Название «Станки» – не мануфактурного свойства, а гораздо более древнее. Якобы здесь был стан монголо-татар на пути к Владимиру.
Папе скоро 78 лет, два месяца назад был второй инсульт. Тем не менее, попросил снова свозить его: надо покрасить ограду, посадить цветы, вообще посмотреть что как. Ведь в деревне никого из родственников не осталось.
Должен признаться, я вообще люблю бывать на кладбищах. Как-то мне там спокойно. Но это – особенное. В одном из многочисленных берёзовых перелесков поодаль от деревни. От берёз и светло, и тенисто, и сорняки не растут. Даже неухоженные могилы выглядят пристойно – листья да редкая трава. Земляника. Как раз ягоды покраснели.
Хорошо спится, наверно.
Хотя неухоженных могил очень мало: за большинством присматривают, это видно. Гигантских обелисков, высящихся надо всем и вся, нет. Как и в деревне, все здесь более-менее равны – могилки небогатые, но ухоженные.
С моего детства в Станках изменилось многое. Раньше пило большинство мужчин – теперь, похоже, и многие женщины, и чуть ли не дети. Появились наркотики, о которых раньше и слыхом не слыхивали. Молоко можно добыть только у опять же неслыханных прежде пришельцев из Средней Азии. Совхоз здешний никогда передовым не был, но худо-бедно функционировал. Теперь же ни одно поле не засеяно, развалившиеся постройки щерятся ржавыми останками каких-то механизмов. Сталкер.

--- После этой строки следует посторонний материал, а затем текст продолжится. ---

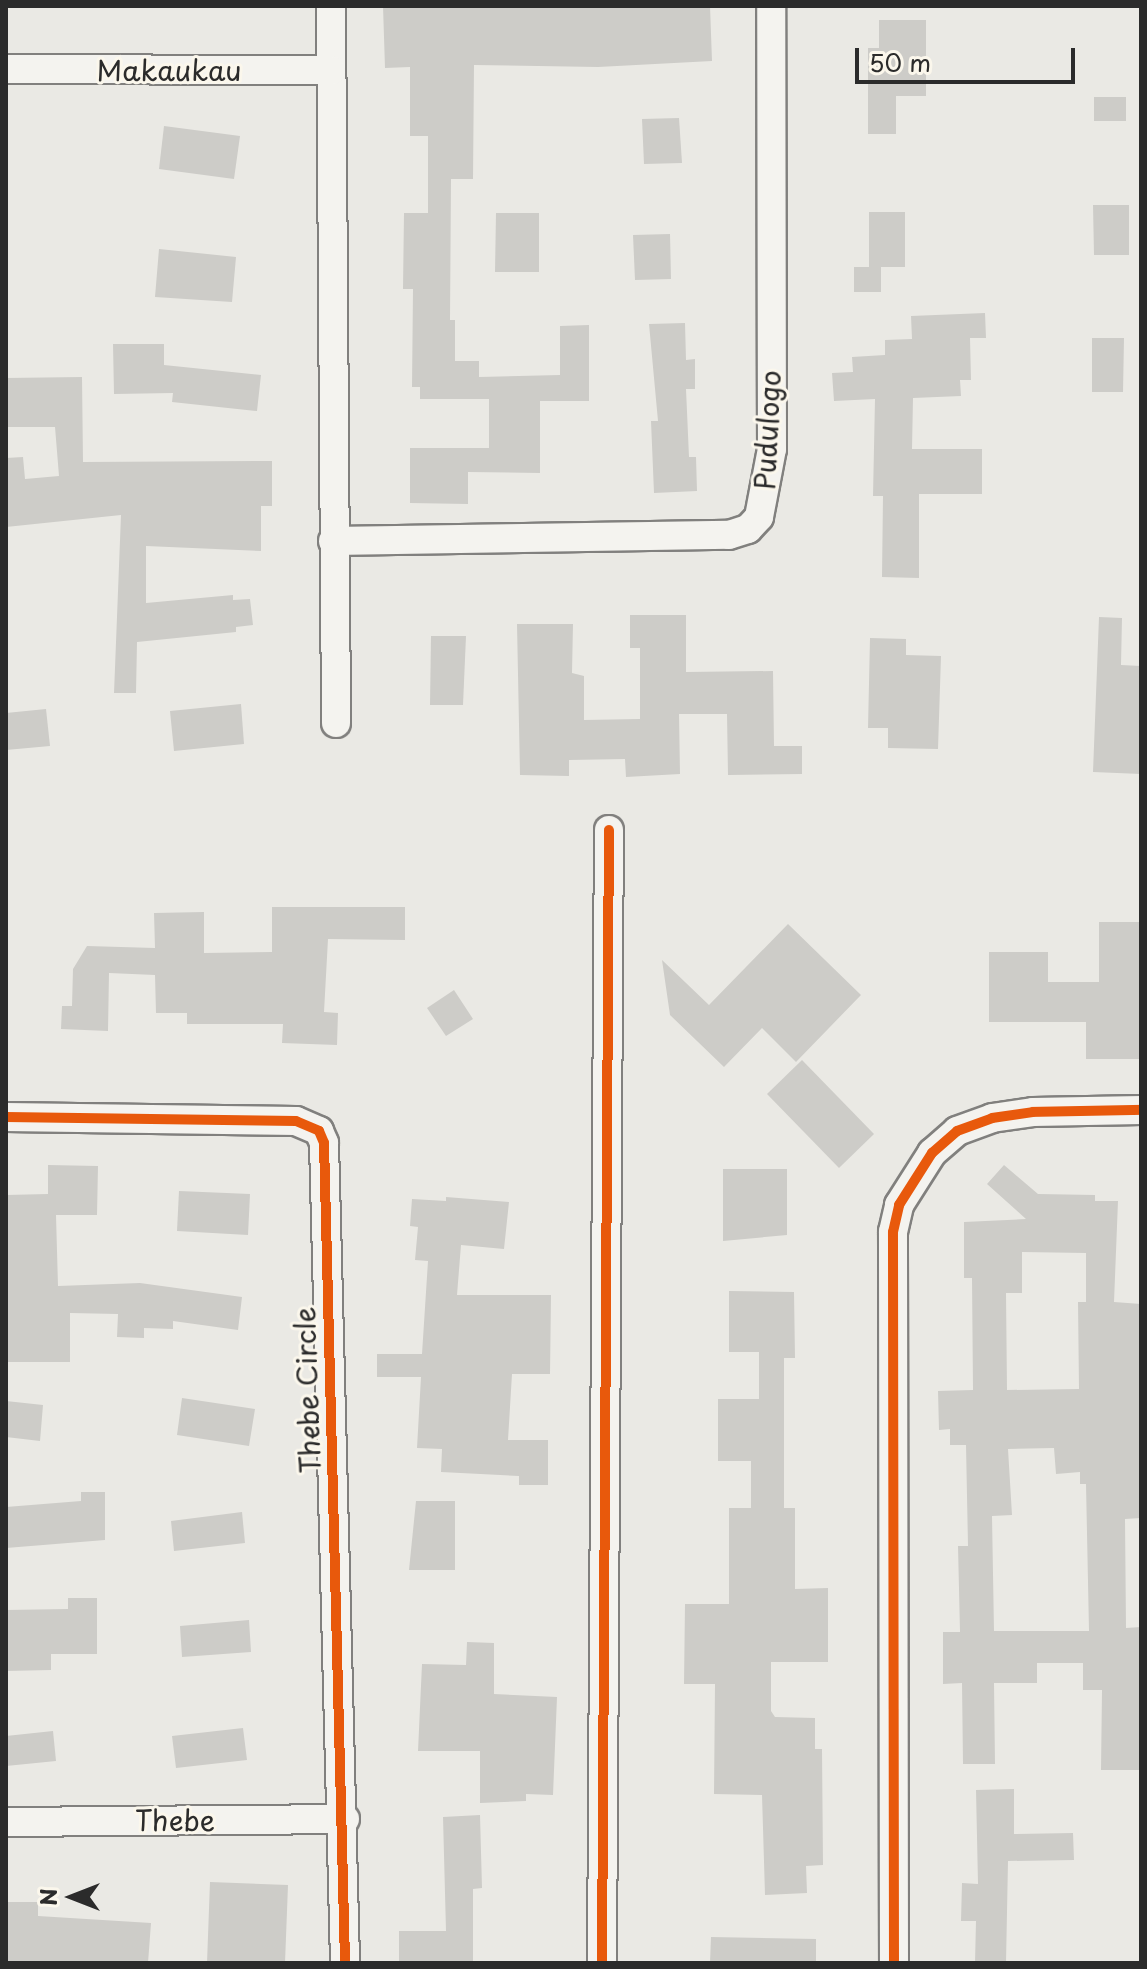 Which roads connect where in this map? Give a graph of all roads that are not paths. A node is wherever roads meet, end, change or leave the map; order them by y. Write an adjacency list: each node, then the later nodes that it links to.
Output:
1 (331, 6): 4 (street)
2 (771, 6): 5 (street, Pudulogo)
3 (6, 69): 4 (street, Makaukau)
4 (331, 70): 5 (street)
5 (333, 541): 6 (street)
6 (336, 723)
7 (609, 830): 13 (street)
8 (1141, 1110): 14 (street)
9 (6, 1117): 10 (street, Thebe Circle)
10 (345, 1819): 11 (street, Thebe); 12 (street, Thebe Circle)
11 (6, 1822)
12 (345, 1963)
13 (602, 1963)
14 (894, 1963)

Но за могилами неведомо чем живущие станковцы ухаживают, как прежде. Может, как принято в таких случаях говорить, не всё ещё потеряно.
А главное здесь для меня – то, что это маленькое, с гектар, кладбище населено персонажами летних месяцев моего детства, которые я проводил у дедушки с бабушкой. Самые разные деревенские люди самого разного возраста, которые
играли у нас в карты – в неведомых «козла» и «рамса»,
выпивали с дедушкой,
сплетничали с бабушкой,
обсуждали предстоящую охоту,
и просто заходили поговорить о текущих станковских делах —
почти все они теперь здесь.
И, бродя по дорожкам между оград, с ними как будто можно беседовать. Очень странное, скажу вам, ощущение!

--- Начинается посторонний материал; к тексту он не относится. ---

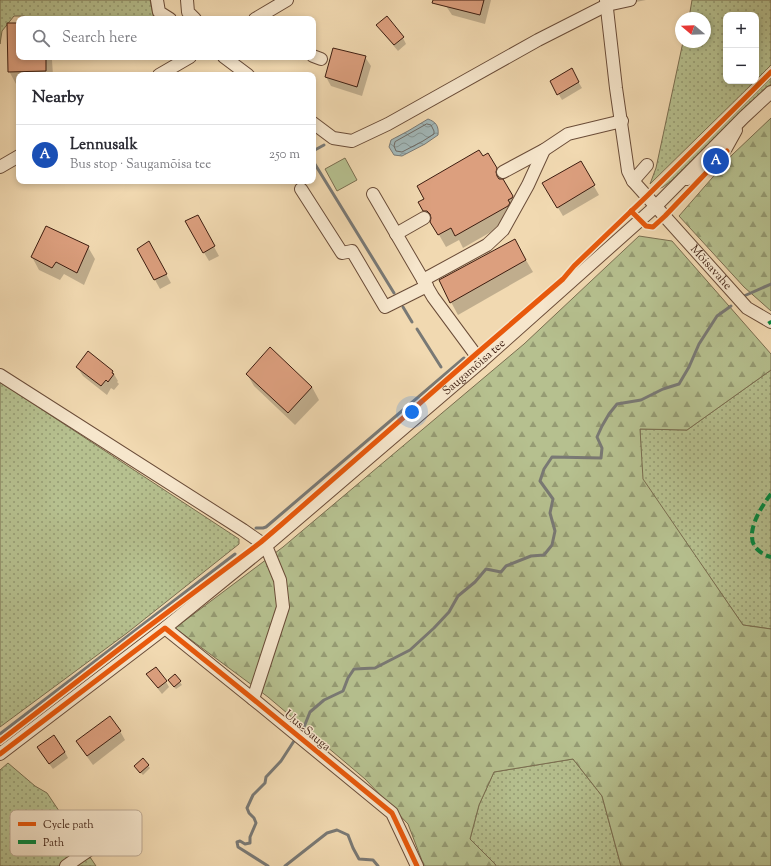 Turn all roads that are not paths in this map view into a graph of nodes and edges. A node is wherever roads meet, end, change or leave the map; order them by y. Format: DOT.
graph roads {
  1 [pos="157,0"];
  2 [pos="187,0"];
  3 [pos="287,0"];
  4 [pos="630,0"];
  5 [pos="606,2"];
  6 [pos="165,16"];
  7 [pos="192,16"];
  8 [pos="260,16"];
  9 [pos="185,60"];
  10 [pos="228,60"];
  11 [pos="164,72"];
  12 [pos="244,72"];
  13 [pos="771,92"];
  14 [pos="622,121"];
  15 [pos="316,125"];
  16 [pos="544,150"];
  17 [pos="16,158"];
  18 [pos="647,165"];
  19 [pos="0,168"];
  20 [pos="503,172"];
  21 [pos="633,181"];
  22 [pos="301,189"];
  23 [pos="373,194"];
  24 [pos="656,206"];
  25 [pos="424,218"];
  26 [pos="396,234"];
  27 [pos="425,283"];
  28 [pos="771,322"];
  29 [pos="481,362"];
  30 [pos="0,375"];
  31 [pos="266,546"];
  32 [pos="165,628"];
  33 [pos="253,699"];
  34 [pos="0,754"];
  35 [pos="80,856"];
  36 [pos="66,866"];
  37 [pos="417,866"];
  1 -- 6 [label="street"];
  2 -- 7 [label="street"];
  3 -- 8 [label="street"];
  4 -- 5 [label="street"];
  5 -- 14 [label="street"];
  5 -- 15 [label="street"];
  9 -- 11 [label="street"];
  10 -- 12 [label="street"];
  13 -- 24 [label="street, Saugamõisa tee"];
  14 -- 16 [label="street"];
  14 -- 21 [label="street"];
  16 -- 20 [label="street"];
  16 -- 27 [label="street"];
  17 -- 19 [label="street"];
  18 -- 21 [label="street"];
  21 -- 24 [label="street, Mõisavahe"];
  22 -- 27 [label="street"];
  23 -- 26 [label="street"];
  24 -- 28 [label="street, Mõisavahe"];
  24 -- 29 [label="street, Saugamõisa tee"];
  25 -- 26 [label="street"];
  26 -- 27 [label="street"];
  27 -- 29 [label="street"];
  29 -- 31 [label="street, Saugamõisa tee"];
  30 -- 31 [label="street"];
  31 -- 32 [label="street, Saugamõisa tee"];
  31 -- 33 [label="street"];
  32 -- 33 [label="street, Uus-Sauga"];
  32 -- 34 [label="street, Saugamõisa tee"];
  33 -- 37 [label="street, Uus-Sauga"];
  35 -- 36 [label="street"];
}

Вот экстравагантный Федя Шачков (отчеств многих не помню – помню, как называли дома), который до смерти пугал меня, пятилетнего, истошными песнями у нас под окнами, а также нарочито громко орал на Клязьме к возмущению прочих рыбаков, развивая свою теорию, что рыба человеческие звуки не слышит.

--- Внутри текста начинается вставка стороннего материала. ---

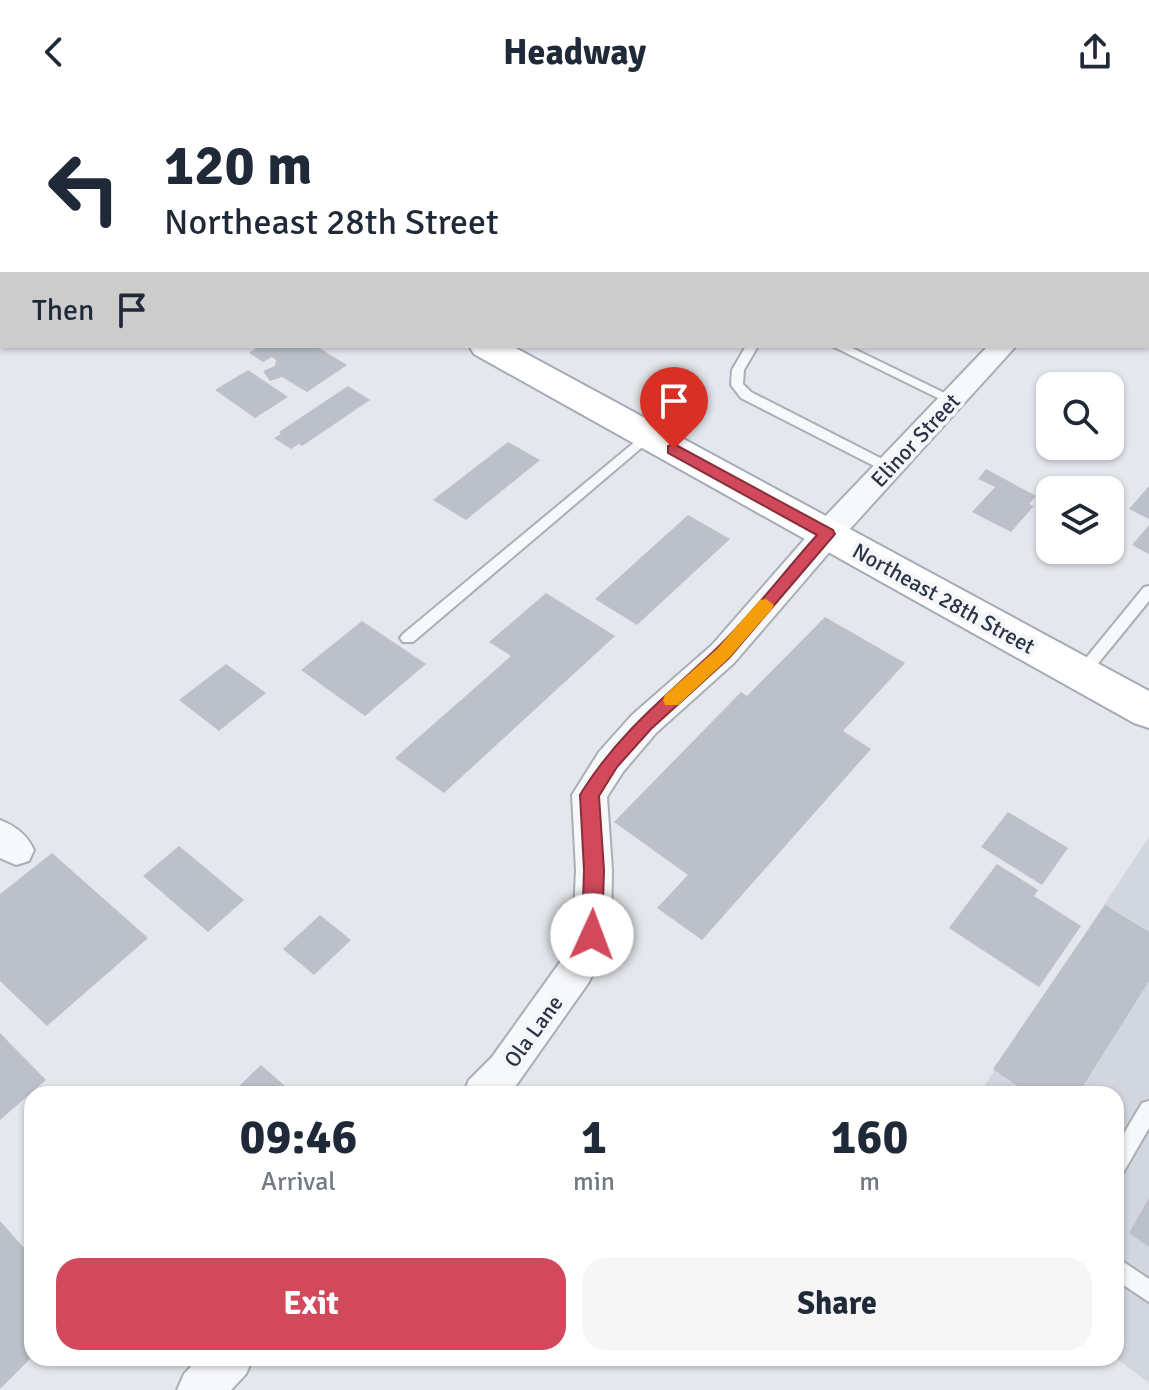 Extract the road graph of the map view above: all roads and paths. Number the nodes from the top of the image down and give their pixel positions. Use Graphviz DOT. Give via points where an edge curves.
graph roads {
  1 [pos="490,348"];
  2 [pos="751,348"];
  3 [pos="842,348"];
  4 [pos="1001,348"];
  5 [pos="953,400"];
  6 [pos="648,435"];
  7 [pos="889,468"];
  8 [pos="827,534"];
  9 [pos="1149,591"];
  10 [pos="408,638"];
  11 [pos="1082,673"];
  12 [pos="1149,711"];
  13 [pos="491,1086"];
  14 [pos="1149,1110"];
  15 [pos="1124,1152"];
  16 [pos="1124,1273"];
  17 [pos="1149,1292"];
  18 [pos="222,1366"];
  19 [pos="200,1390"];
  1 -- 6 [label="main road, Northeast 28th Street"];
  2 -- 7 [label="lane" via="738,370 737,385 746,395"];
  3 -- 5 [label="lane"];
  4 -- 5 [label="street, Elinor Street"];
  5 -- 7 [label="street, Elinor Street"];
  6 -- 8 [label="main road, Northeast 28th Street"];
  6 -- 10 [label="lane"];
  7 -- 8 [label="street, Elinor Street"];
  8 -- 11 [label="main road, Northeast 28th Street"];
  8 -- 13 [label="street, Ola Lane" via="723,654 644,724 589,795 592,935 576,970"];
  9 -- 11 [label="lane"];
  11 -- 12 [label="main road, Northeast 28th Street"];
  14 -- 15 [label="lane"];
  16 -- 17 [label="lane"];
  18 -- 19 [label="street"];
}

Вот наш сосед Серёга Елизаров – отличный плотник, а по совместительству – учитель труда, знаменитый также тем, что не раз видел НЛО над лесом (и даже, кажется, докладывал об этом корреспонденту районной газеты «Маяк». Сомнение в рассказанном вызывало только его обычное состояние). Интересно, кстати, почему пришельцы перестали наведываться к нам с концом развитого социализма? Раньше их видели очень многие.
Вот Ольга Степановна Изволенская, дочь последнего дьячка заречной Серапионовой пустыни. Даже старухой она была красивая, сильная, статная – и очень доброжелательная. Всегда приносила мне что-то вкусное собственного изготовления – то «пресняки» с чёрной смородиной, то желе из красной. Мужа убили в 41-м, и замуж она больше не вышла. Уехала в Истру и воспитывала сына одна. Под пенсию вернулась, а теперь и сын, дядя Федя, восхищавший меня на открытие охоты шляпой с пером, щеголеватым патронташем и ножом с наборной ручкой из оргстекла, доживает здесь свой век.